• [Collected data entries]
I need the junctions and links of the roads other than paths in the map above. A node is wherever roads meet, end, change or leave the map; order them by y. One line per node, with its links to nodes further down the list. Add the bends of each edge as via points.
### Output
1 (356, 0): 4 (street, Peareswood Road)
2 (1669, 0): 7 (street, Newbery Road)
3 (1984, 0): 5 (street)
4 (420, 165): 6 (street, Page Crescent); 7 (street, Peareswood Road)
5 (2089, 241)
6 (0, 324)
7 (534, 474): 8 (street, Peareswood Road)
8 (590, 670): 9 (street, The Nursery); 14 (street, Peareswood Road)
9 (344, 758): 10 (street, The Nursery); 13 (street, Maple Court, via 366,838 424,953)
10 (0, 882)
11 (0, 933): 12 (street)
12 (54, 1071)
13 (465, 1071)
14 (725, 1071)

• [Description of the task]
Each of the entries must be written out again exactly.

• [Answer box]
I need the junctions and links of the roads other than paths in the map above. A node is wherever roads meet, end, change or leave the map; order them by y. One line per node, with its links to nodes further down the list. Add the bends of each edge as via points.
### Output
1 (356, 0): 4 (street, Peareswood Road)
2 (1669, 0): 7 (street, Newbery Road)
3 (1984, 0): 5 (street)
4 (420, 165): 6 (street, Page Crescent); 7 (street, Peareswood Road)
5 (2089, 241)
6 (0, 324)
7 (534, 474): 8 (street, Peareswood Road)
8 (590, 670): 9 (street, The Nursery); 14 (street, Peareswood Road)
9 (344, 758): 10 (street, The Nursery); 13 (street, Maple Court, via 366,838 424,953)
10 (0, 882)
11 (0, 933): 12 (street)
12 (54, 1071)
13 (465, 1071)
14 (725, 1071)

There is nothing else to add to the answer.